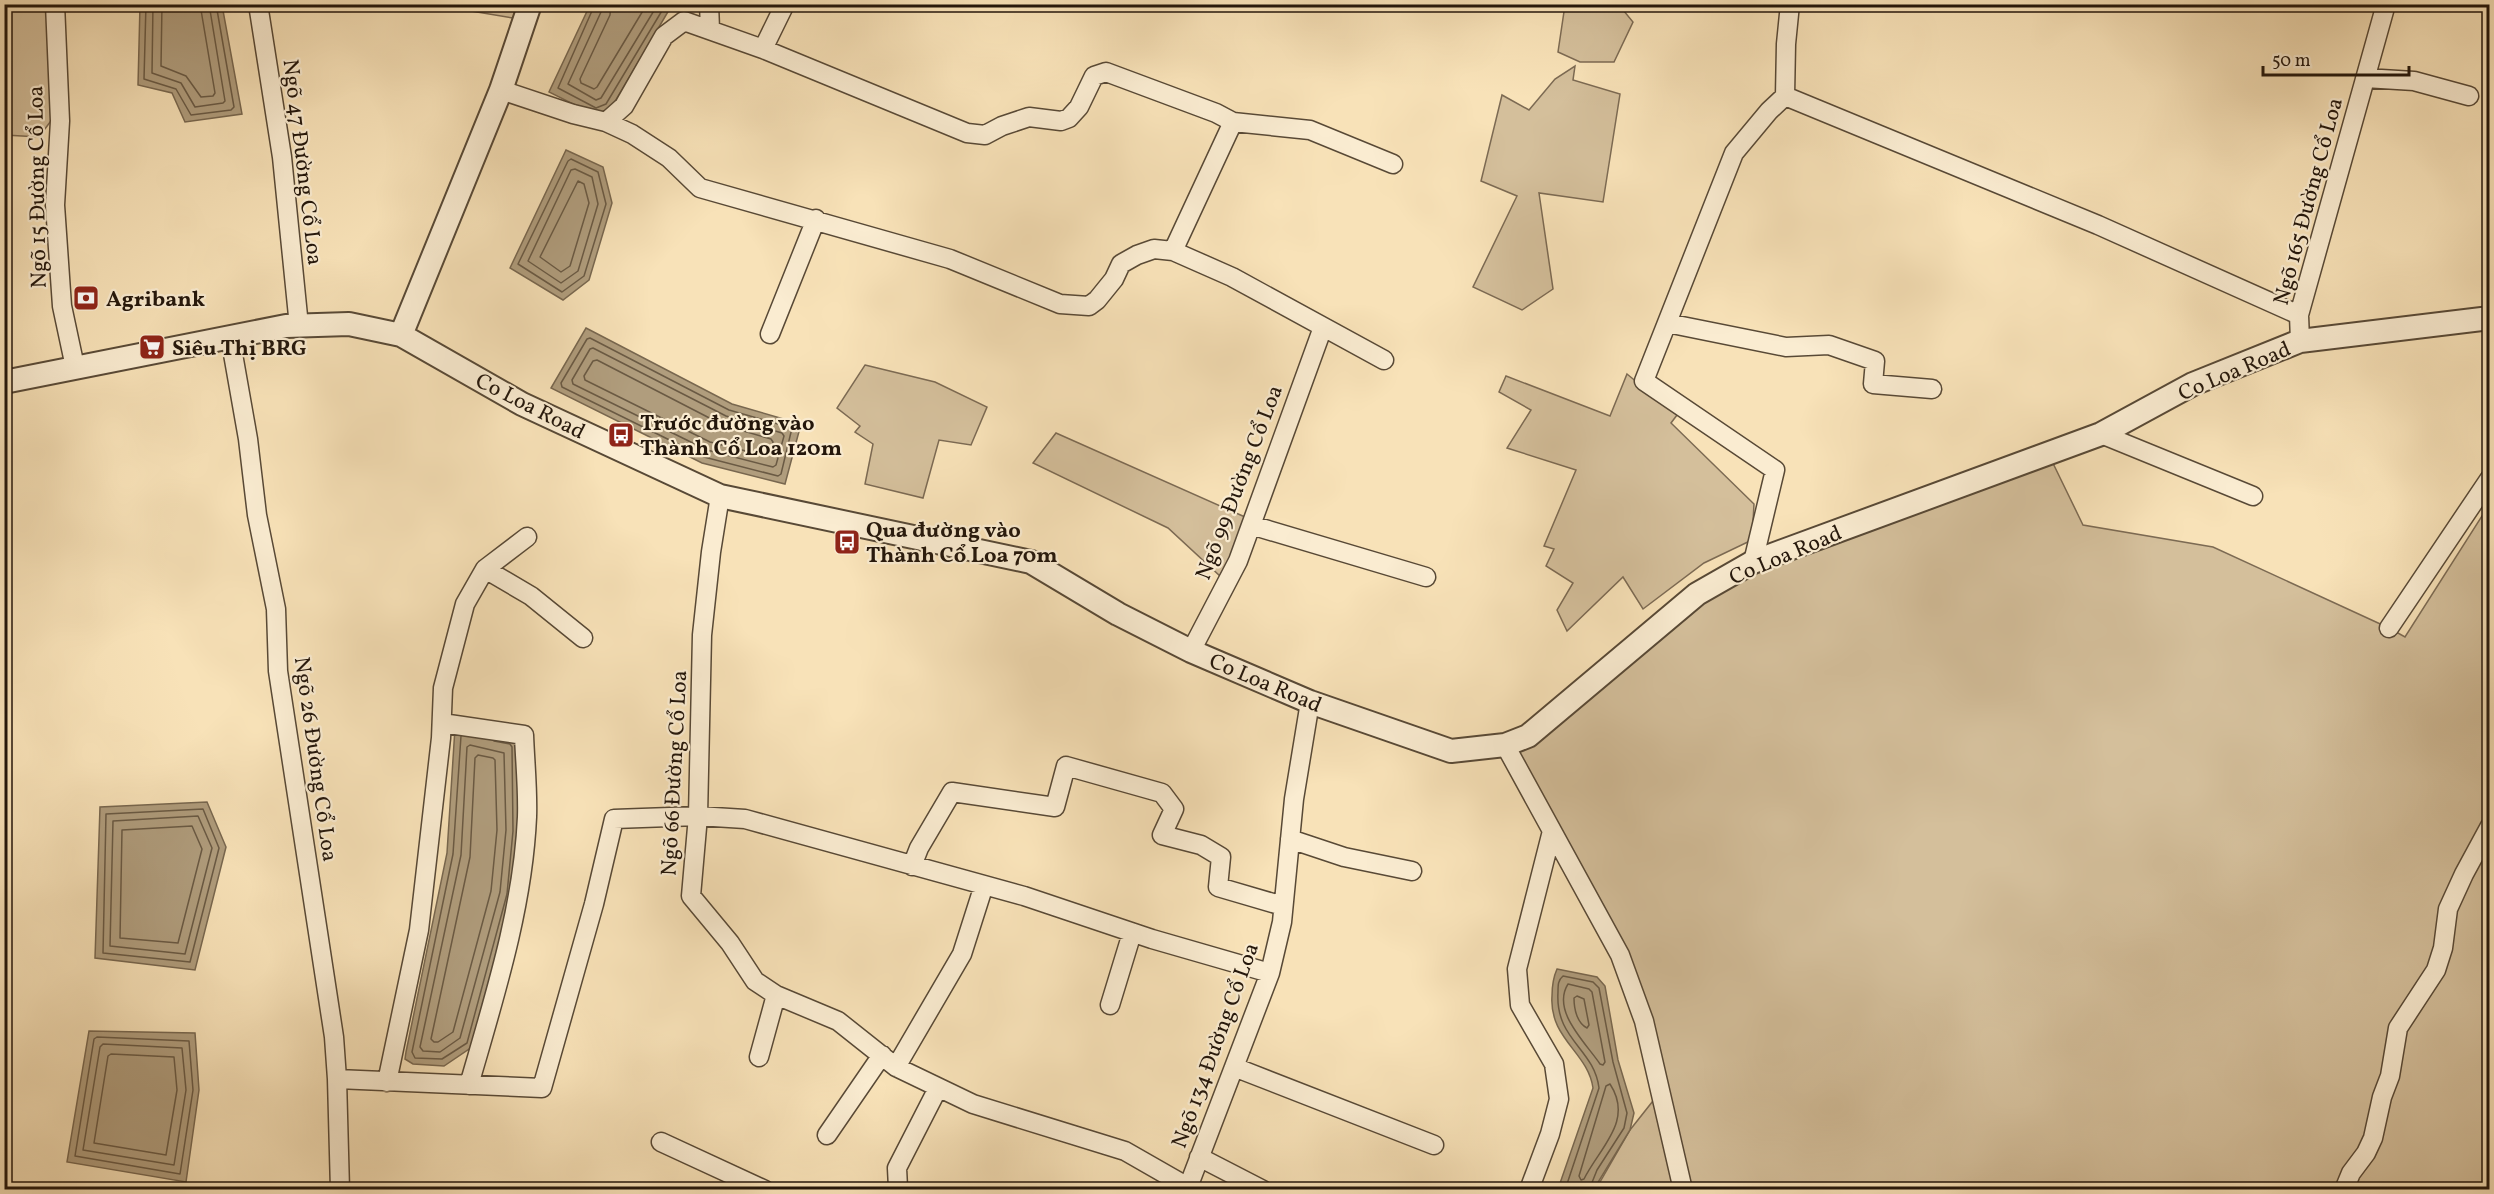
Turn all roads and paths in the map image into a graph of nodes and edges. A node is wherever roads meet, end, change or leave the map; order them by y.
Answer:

...

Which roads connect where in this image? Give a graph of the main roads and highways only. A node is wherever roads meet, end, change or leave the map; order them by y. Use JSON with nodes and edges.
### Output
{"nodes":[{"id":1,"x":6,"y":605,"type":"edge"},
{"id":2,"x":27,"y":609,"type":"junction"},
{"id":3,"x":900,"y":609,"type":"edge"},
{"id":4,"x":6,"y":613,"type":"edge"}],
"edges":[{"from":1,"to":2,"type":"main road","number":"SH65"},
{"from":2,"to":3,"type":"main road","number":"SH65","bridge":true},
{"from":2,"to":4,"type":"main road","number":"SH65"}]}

==

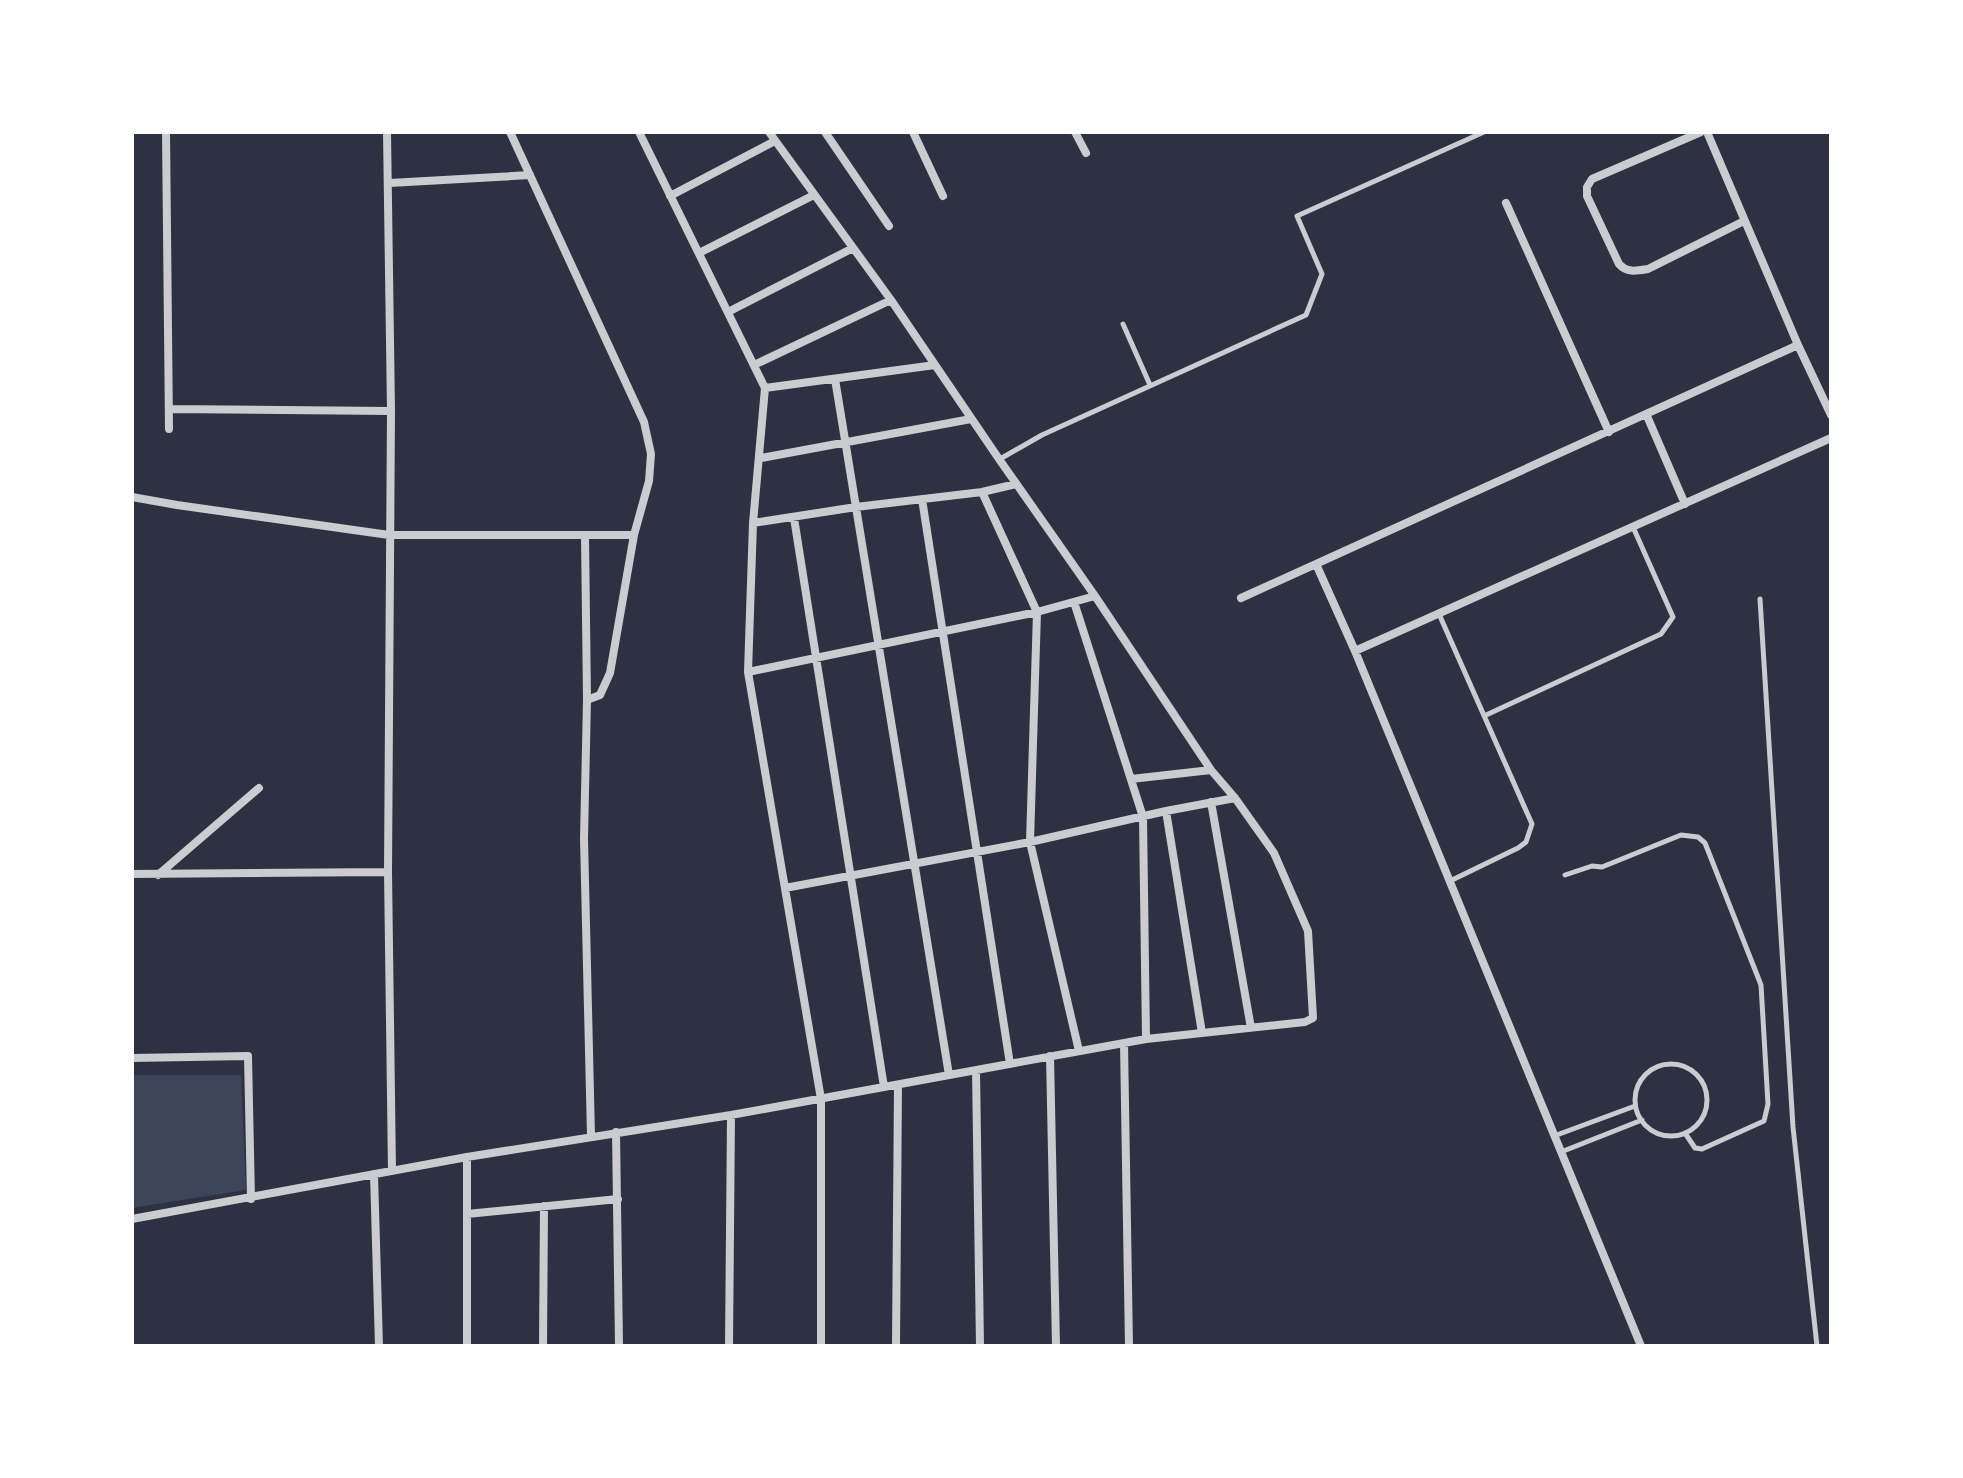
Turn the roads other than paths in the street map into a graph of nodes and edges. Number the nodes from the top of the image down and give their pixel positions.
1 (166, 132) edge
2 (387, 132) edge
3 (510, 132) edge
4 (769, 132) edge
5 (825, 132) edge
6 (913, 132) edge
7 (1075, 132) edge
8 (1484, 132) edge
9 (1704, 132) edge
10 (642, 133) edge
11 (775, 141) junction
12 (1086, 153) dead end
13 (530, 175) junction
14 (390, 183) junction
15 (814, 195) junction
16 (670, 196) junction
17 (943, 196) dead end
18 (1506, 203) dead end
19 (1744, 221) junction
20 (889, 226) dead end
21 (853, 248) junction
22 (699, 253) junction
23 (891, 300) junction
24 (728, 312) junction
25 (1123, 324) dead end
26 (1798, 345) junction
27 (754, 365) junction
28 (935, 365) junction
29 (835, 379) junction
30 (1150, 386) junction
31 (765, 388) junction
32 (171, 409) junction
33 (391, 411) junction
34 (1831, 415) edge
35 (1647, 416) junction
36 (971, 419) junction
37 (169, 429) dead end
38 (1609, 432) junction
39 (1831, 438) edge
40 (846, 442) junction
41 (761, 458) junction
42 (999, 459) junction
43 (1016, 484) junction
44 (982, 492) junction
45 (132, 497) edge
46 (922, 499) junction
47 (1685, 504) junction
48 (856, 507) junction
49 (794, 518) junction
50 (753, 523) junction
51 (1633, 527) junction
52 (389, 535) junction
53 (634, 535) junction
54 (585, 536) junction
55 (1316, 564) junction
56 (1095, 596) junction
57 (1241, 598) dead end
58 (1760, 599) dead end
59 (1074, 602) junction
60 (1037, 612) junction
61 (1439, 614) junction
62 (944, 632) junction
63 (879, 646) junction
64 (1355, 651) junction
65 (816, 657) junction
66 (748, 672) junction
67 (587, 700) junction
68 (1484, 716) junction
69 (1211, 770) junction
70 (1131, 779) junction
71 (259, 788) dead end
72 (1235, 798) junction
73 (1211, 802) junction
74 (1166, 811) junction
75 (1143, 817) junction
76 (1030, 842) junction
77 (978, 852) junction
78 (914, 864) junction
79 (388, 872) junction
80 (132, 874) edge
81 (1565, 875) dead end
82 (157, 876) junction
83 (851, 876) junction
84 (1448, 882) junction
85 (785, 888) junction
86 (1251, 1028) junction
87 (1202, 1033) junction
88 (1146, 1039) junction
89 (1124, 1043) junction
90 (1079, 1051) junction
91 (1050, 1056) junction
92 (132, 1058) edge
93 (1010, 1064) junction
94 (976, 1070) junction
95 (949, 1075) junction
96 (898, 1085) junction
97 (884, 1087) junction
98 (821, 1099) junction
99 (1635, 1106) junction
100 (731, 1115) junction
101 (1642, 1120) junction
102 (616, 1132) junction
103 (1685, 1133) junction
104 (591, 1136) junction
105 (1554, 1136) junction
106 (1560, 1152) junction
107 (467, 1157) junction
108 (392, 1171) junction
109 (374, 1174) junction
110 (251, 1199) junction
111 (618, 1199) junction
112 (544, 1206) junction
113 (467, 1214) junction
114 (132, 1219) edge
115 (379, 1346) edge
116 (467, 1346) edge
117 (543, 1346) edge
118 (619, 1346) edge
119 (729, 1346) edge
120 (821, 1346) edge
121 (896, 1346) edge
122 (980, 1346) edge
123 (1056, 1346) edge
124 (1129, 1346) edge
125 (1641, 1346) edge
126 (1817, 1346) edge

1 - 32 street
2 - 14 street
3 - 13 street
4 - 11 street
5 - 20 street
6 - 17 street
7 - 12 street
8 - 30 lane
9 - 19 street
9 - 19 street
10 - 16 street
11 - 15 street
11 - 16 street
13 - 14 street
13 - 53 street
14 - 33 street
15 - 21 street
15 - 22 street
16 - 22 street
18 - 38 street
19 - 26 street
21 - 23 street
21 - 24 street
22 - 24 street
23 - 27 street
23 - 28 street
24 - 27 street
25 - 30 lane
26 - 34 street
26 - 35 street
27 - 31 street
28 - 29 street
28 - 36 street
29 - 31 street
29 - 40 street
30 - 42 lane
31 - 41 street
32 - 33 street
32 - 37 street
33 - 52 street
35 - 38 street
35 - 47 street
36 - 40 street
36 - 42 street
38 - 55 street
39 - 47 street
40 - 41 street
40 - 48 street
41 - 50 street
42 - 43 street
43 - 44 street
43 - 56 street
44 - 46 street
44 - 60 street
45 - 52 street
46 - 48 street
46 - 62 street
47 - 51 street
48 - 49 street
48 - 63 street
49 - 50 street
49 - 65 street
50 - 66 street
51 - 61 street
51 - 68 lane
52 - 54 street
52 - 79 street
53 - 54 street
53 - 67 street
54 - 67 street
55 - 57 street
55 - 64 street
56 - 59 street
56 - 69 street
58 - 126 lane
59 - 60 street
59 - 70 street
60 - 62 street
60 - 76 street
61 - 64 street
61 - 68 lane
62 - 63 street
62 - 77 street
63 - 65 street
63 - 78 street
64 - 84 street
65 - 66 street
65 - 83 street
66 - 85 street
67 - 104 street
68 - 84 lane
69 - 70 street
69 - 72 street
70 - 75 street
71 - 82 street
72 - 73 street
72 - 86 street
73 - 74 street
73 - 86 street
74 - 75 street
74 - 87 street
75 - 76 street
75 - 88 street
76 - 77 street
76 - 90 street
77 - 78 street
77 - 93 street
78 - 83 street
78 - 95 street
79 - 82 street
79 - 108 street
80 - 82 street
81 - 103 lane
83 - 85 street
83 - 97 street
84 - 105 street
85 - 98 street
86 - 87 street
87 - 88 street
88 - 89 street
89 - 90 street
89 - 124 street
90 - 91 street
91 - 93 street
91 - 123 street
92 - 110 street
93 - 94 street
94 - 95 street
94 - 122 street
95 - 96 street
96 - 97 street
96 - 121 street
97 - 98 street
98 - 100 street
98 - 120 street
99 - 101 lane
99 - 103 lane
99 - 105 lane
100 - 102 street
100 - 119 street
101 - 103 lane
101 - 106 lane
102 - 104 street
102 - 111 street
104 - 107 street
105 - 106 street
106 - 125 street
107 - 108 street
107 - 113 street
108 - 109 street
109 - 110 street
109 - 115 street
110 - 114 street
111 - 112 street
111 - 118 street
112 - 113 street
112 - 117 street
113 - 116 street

### Work instructions
The answer is each line in which the word "meet" occurs, copied from the material above.

### Answer to this problem
Turn all roads and paths in the map image into a graph of nodes and edges. A node is wherever roads meet, end, change or leave the map; order them by y.
Which roads connect where in this image? Give a graph of the main roads and highways only. A node is wherever roads meet, end, change or leave the map; order them by y. Use JSON with nodes and edges.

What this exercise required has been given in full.